Sailors are a notoriously conservative group of people, and even to this day, we find the noon sight is chapter 3 in David Burch's textbook.

But in 1875, a French naval captain named Marcq St. Hilaire came up with the innovation that if one modified the DR latitude so that it landed directly on a whole degree (e.g. 52° 00.0' rather than 51° 43.8') and modified the DR longitude so that it was a whole number of degrees from the GHA (e.g. if the GHA is 75° 22.5' and the DR longitude is W 113° 38.5', then modify the DR longitude so it has the same number of minutes as the GHA, thereby making the MA a whole number of degrees - hence in this case, the DR would become 113° 22.5'), the whole process became much easier. You could calculate a hypothetical sextant observation for this hypothetical location (called an Assumed Position or AP), and then compare this hypothetical observation ("Ho") with your actual sextant height (Hs) and determine how far your fix is from the AP.

Don't concern yourself too much in understanding the paragraph above. Determining how to use the St. Hilaire Method is what we we spend much of the next 30 hours of this class. It is also the focus of our textbook by David Burch in chapters 5 to 9.

Using an AP rather than a DR made navigational math dramatically easier. Books of navigational tables became thinner. And with the St. Hilare Method, you could take a sight any time of the day, rather than waiting for noon...and hoping that the clouds did not obscure the sun at a critical moment.

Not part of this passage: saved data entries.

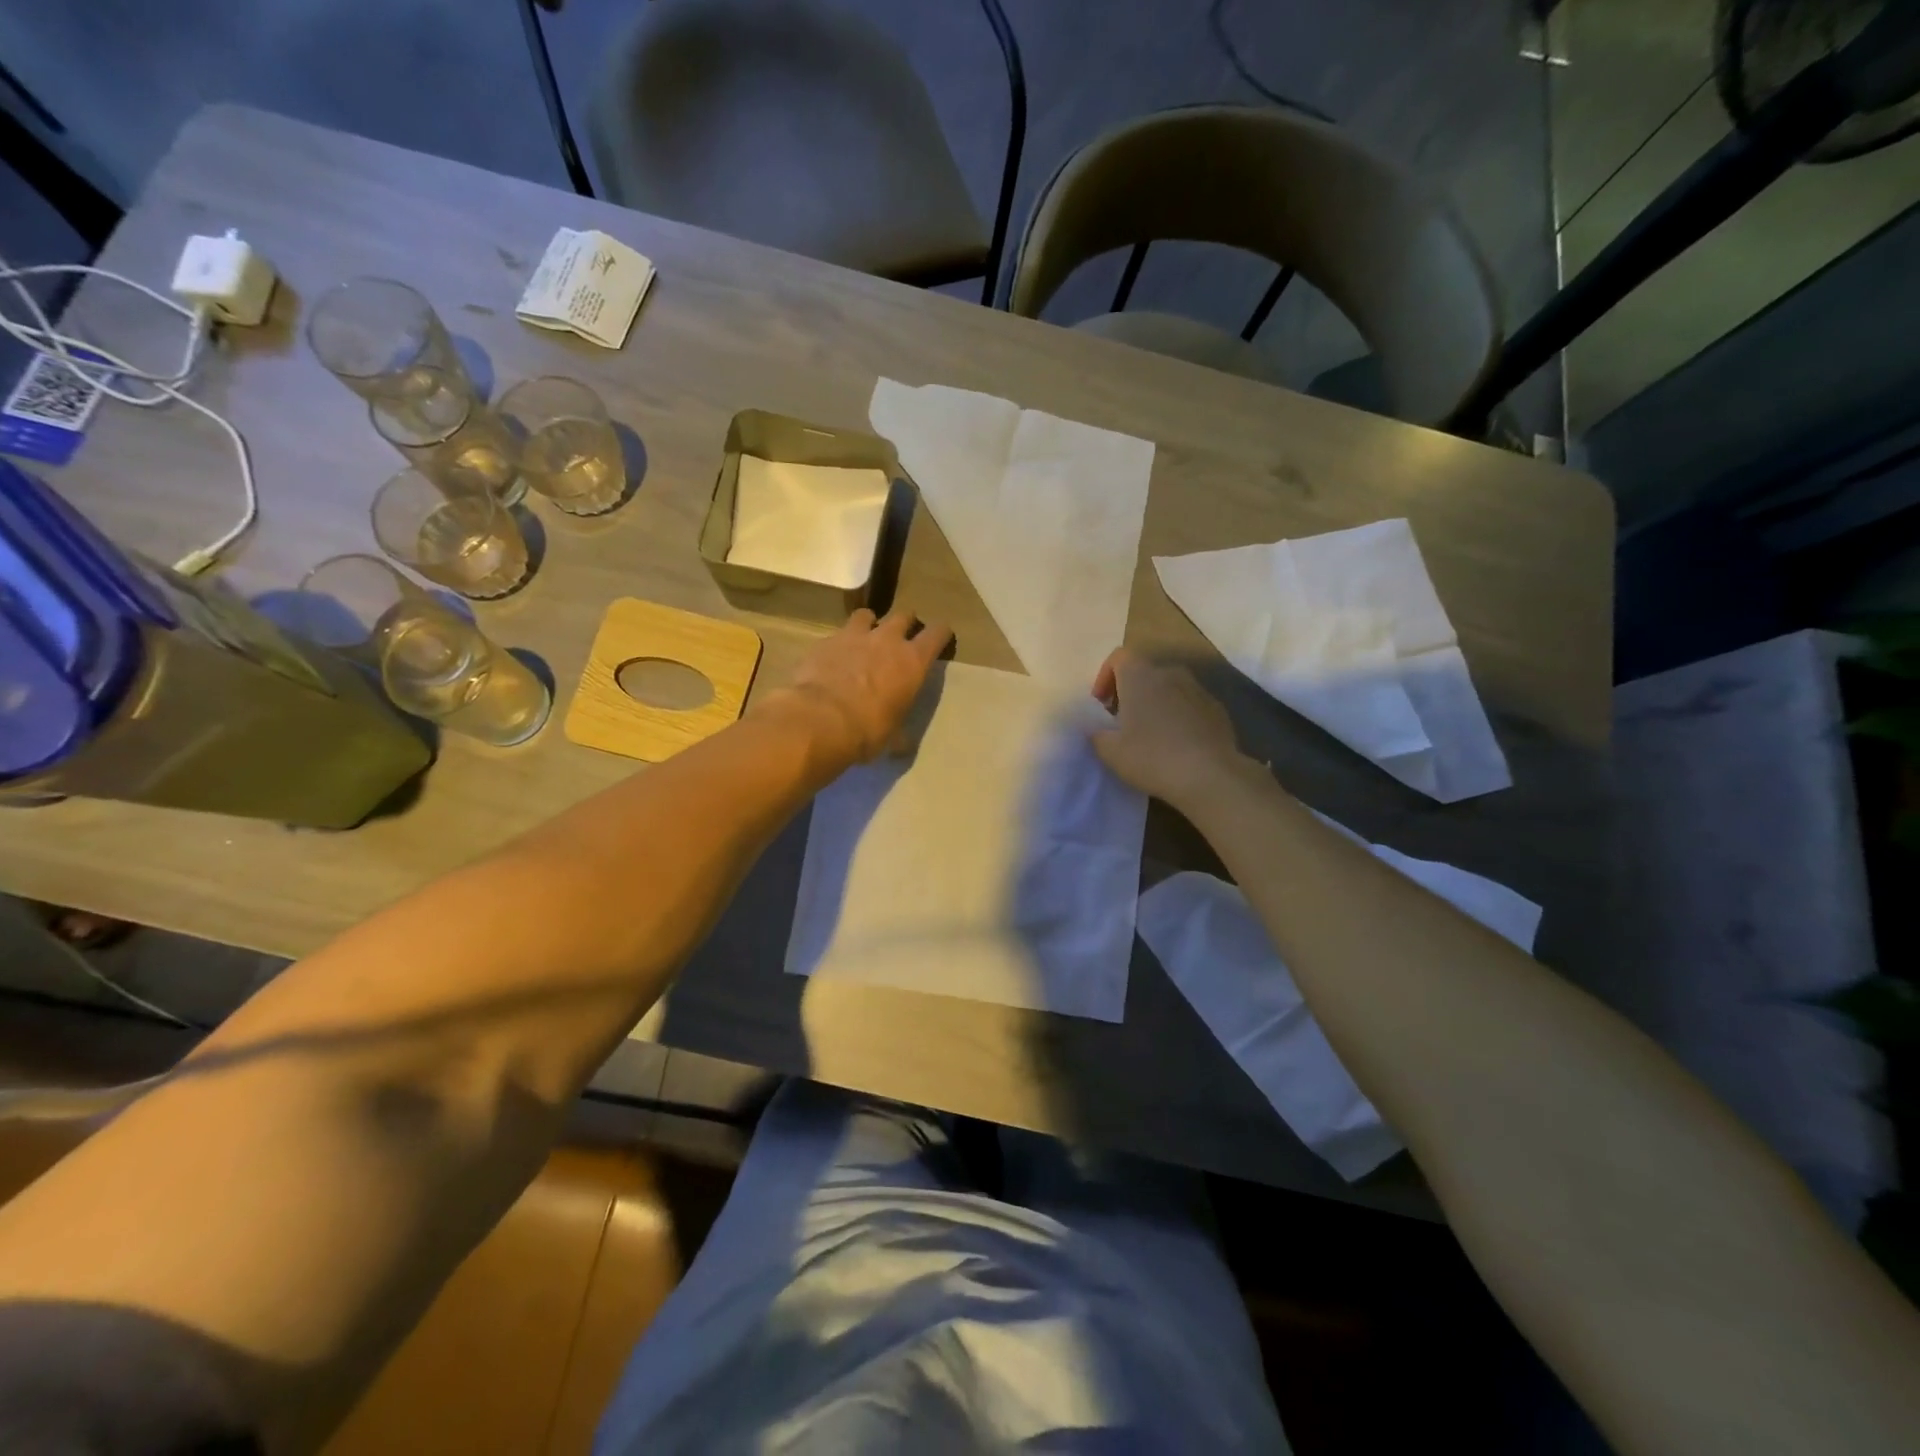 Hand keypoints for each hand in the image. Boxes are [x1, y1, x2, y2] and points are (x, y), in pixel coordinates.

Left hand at [762, 607, 952, 777]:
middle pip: (903, 616)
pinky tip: (832, 659)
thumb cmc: (867, 730)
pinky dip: (838, 644)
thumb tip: (902, 746)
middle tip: (901, 637)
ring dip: (869, 624)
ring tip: (864, 638)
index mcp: (913, 661)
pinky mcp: (824, 642)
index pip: (937, 633)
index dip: (941, 633)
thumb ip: (900, 735)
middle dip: (905, 623)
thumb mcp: (892, 737)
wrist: (820, 720)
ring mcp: (853, 637)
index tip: (940, 637)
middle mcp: (887, 640)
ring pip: (866, 615)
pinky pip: (836, 635)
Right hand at [1087, 649, 1246, 807]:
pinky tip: (1177, 744)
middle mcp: (1170, 674)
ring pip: (1169, 687)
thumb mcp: (1111, 752)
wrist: (1210, 776)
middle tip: (1122, 721)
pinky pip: (1189, 704)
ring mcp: (1198, 689)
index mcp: (1140, 677)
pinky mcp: (1217, 709)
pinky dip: (1178, 716)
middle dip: (1130, 691)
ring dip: (1155, 703)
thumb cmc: (1152, 757)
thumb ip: (1097, 735)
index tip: (1101, 704)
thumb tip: (1097, 730)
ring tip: (1150, 733)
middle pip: (1144, 672)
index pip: (1119, 657)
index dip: (1105, 676)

The advantages of this method are significant, and are outlined here.

An additional advantage was that you could use this sight with stars or planets...which led to twilight (either just before dawn, or just after sunset) becoming the prime time during the day for doing sextant sights. If you take sights on two objects within a minute or two of each other, you can get two LOPs that cross and have yourself an immediate fix.

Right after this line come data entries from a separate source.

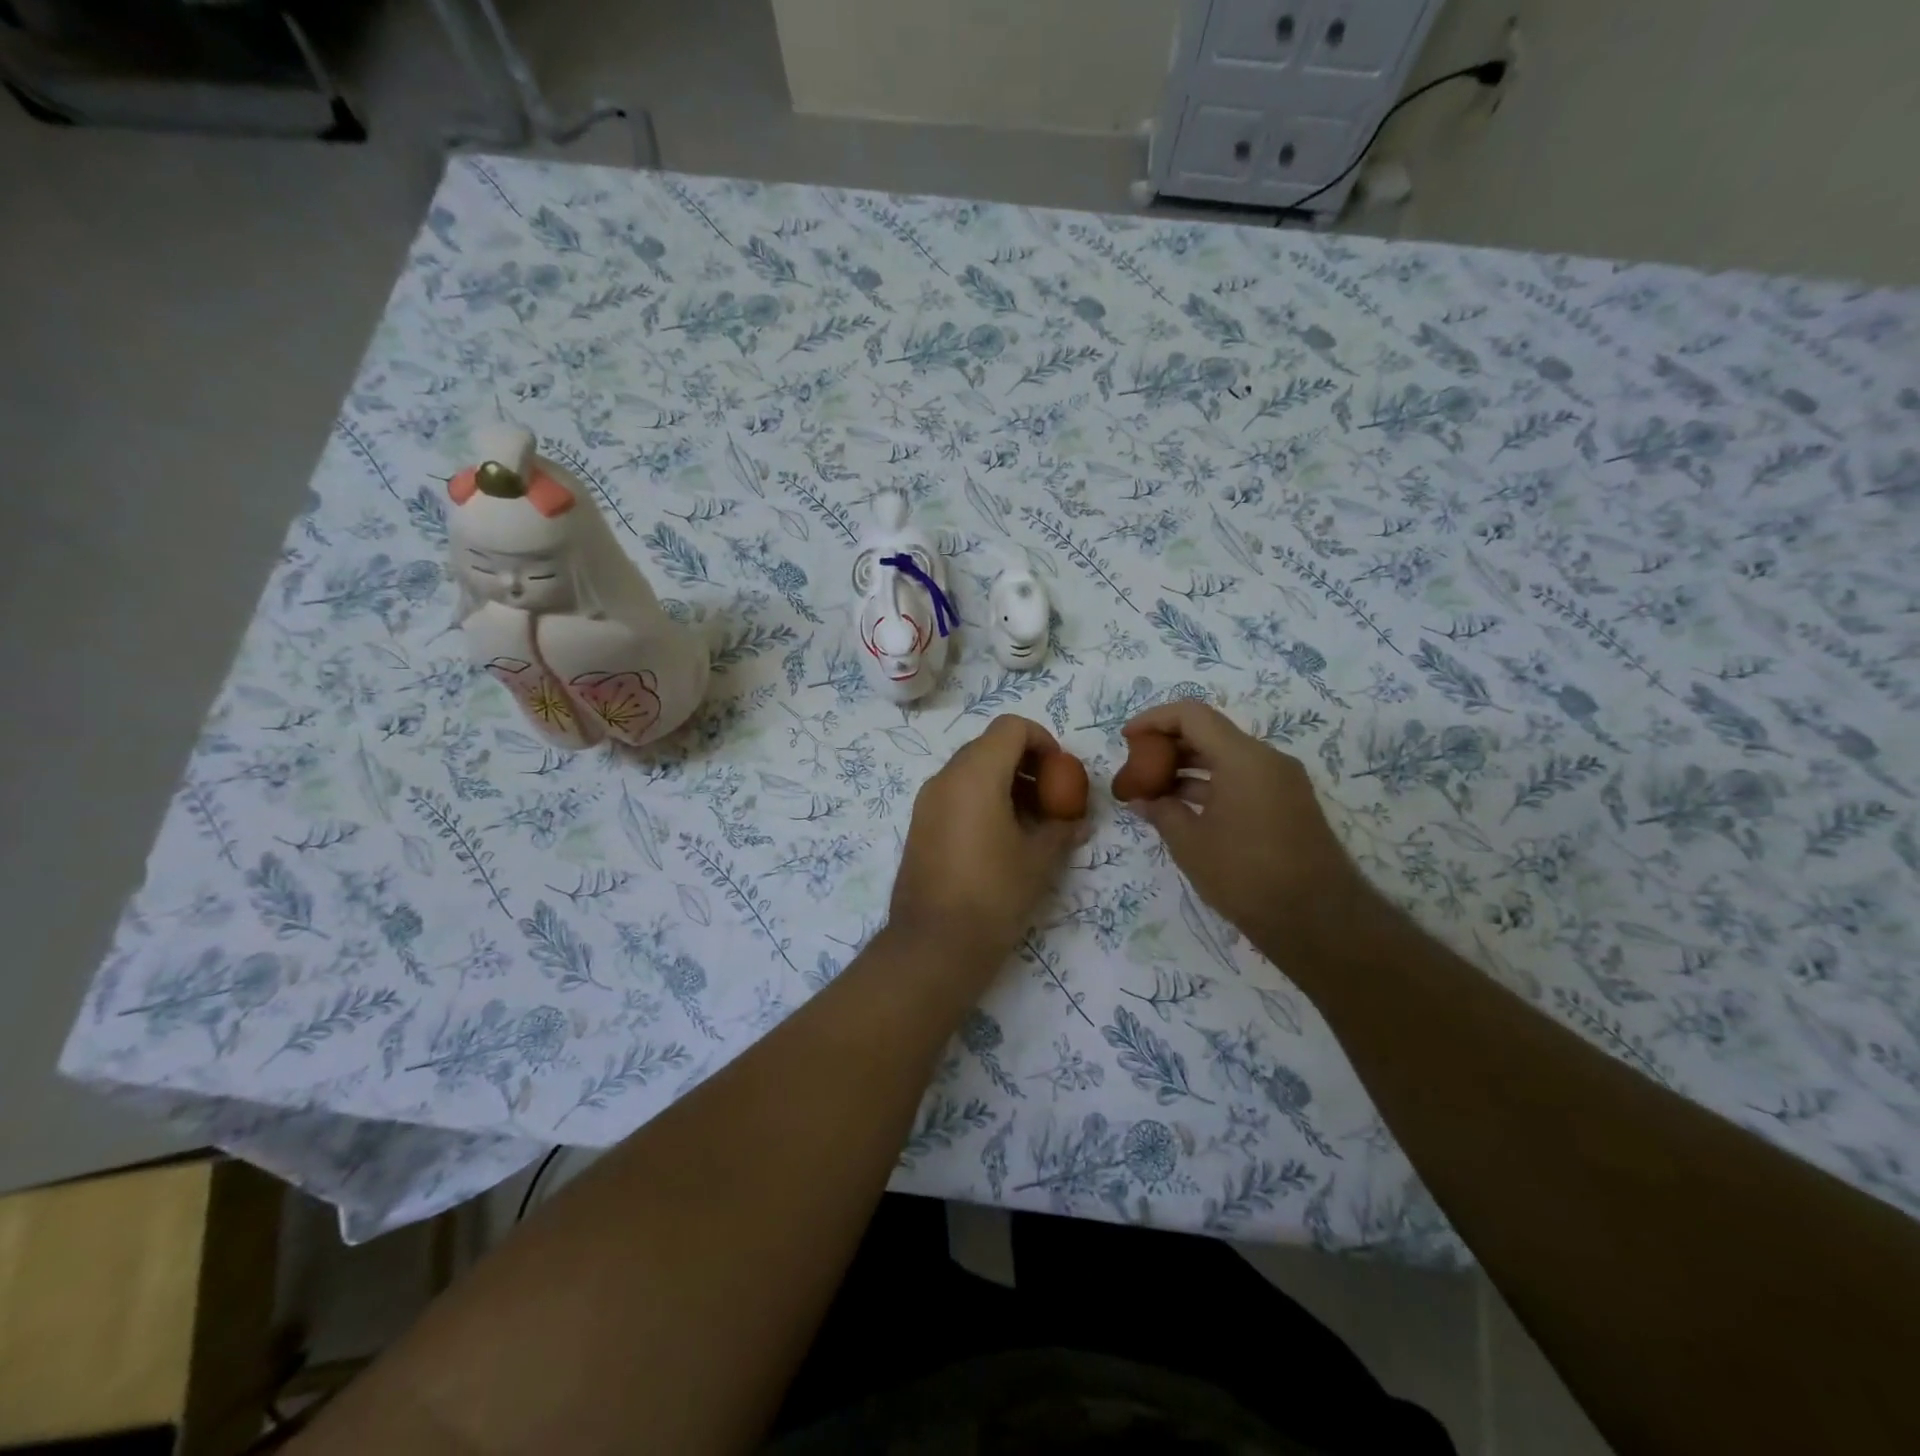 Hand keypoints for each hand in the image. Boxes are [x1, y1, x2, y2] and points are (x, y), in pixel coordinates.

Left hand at [889, 715, 1085, 969]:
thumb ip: (1062, 828)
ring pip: (971, 770)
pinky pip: (955, 794)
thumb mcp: (1040, 859)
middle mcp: (945, 778)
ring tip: (1031, 822)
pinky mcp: (920, 824)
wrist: (934, 944)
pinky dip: (982, 799)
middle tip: (1051, 798)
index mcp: (975, 775)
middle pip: (990, 746)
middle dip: (1026, 763)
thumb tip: (1076, 819)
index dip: (1042, 740)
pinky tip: (1002, 837)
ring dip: (1005, 782)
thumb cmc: (994, 894)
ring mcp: (927, 801)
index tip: (1061, 772)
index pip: (1010, 727)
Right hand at [1122, 701, 1376, 956]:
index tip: (1127, 739)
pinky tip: (1184, 808)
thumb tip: (1142, 799)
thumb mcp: (1191, 843)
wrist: (1317, 920)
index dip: (1154, 720)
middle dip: (1168, 746)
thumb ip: (1162, 812)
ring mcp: (1282, 782)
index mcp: (1243, 758)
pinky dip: (1211, 785)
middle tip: (1137, 768)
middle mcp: (1267, 759)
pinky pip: (1242, 779)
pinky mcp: (1288, 803)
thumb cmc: (1245, 875)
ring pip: (1226, 757)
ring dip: (1188, 768)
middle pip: (1210, 733)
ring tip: (1153, 791)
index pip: (1192, 715)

There are several methods of implementing the St. Hilare Method (also known as the Intercept Method) at a practical level:

  • Pub. 249
  • Pub. 229
  • a calculator or slide rule, plus trigonometry equations.

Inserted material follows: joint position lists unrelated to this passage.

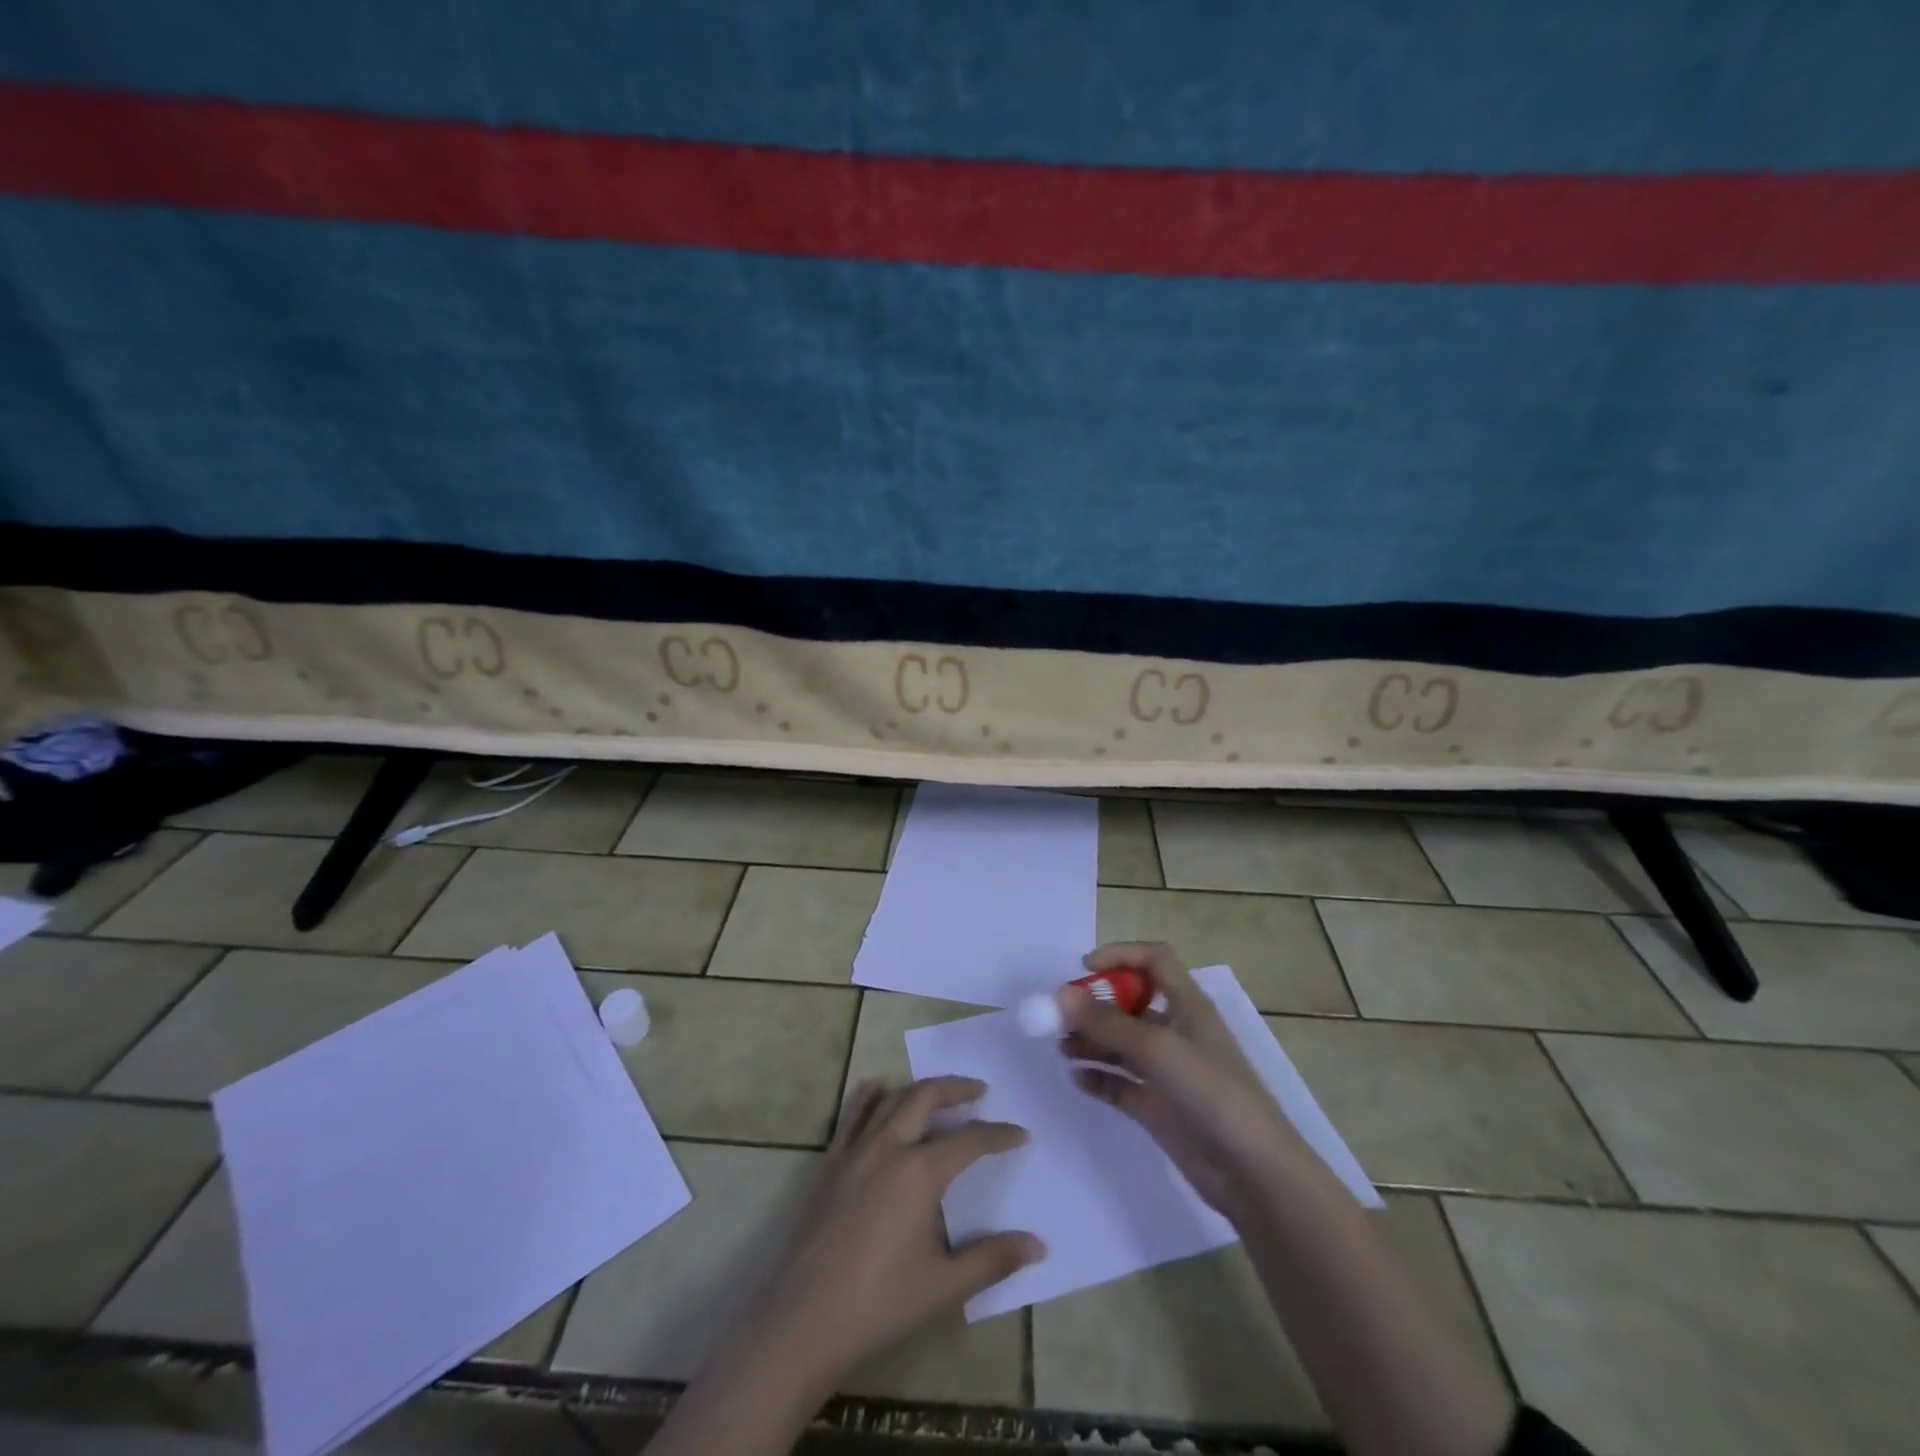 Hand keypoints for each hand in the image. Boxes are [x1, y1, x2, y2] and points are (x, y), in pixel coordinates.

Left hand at [747, 1075, 1043, 1389]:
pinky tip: (876, 1087)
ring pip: (891, 1100)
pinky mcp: (830, 1164)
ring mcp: (855, 1151)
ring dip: (919, 1090)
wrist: (803, 1321)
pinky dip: (868, 1096)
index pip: (970, 1141)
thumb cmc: (879, 1305)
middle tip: (979, 1091)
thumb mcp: (944, 1286)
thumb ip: (992, 1260)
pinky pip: (851, 1115)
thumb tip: (1038, 1245)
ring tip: (938, 1093)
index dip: (998, 1135)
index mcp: (921, 1172)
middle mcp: (889, 1147)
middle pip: (926, 1097)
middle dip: (956, 1088)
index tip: (1020, 1134)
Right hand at [1060, 941, 1305, 1217]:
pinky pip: (1120, 1082)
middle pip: (1129, 1003)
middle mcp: (1176, 1030)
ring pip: (1120, 1043)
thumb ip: (1106, 1021)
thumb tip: (1060, 993)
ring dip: (1090, 1040)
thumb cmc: (1210, 1091)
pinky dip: (1098, 1077)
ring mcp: (1166, 1070)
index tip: (1084, 969)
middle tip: (1059, 1017)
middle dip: (1094, 1005)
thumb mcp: (1157, 1048)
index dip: (1120, 955)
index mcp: (1187, 1004)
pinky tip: (1078, 1079)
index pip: (1154, 960)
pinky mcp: (1158, 1105)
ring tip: (1062, 1048)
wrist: (1251, 1171)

The US Navy has a policy of keeping a copy of all six volumes of Pub. 229 on the bridge of every ship. For reasons discussed here, the near universal practice of yachtsmen is to use Pub. 249.

The only exception to the general usage of Pub. 249 would be navigators trained by the United States Power Squadrons...who have a preference for using calculators and trigonometry.

Bob's perspective is that you lose much of the advantage of celestial navigation, for instance in the event of a lightning strike, if you require the use of an electronic calculator. Hence, in Bob's classes the use of the St. Hilaire Method, with Pub. 249, is taught as the primary technique.

Toward the end of the course, we will touch on noon sights and Polaris sights, but more as historical curiosities than as primary techniques for use today.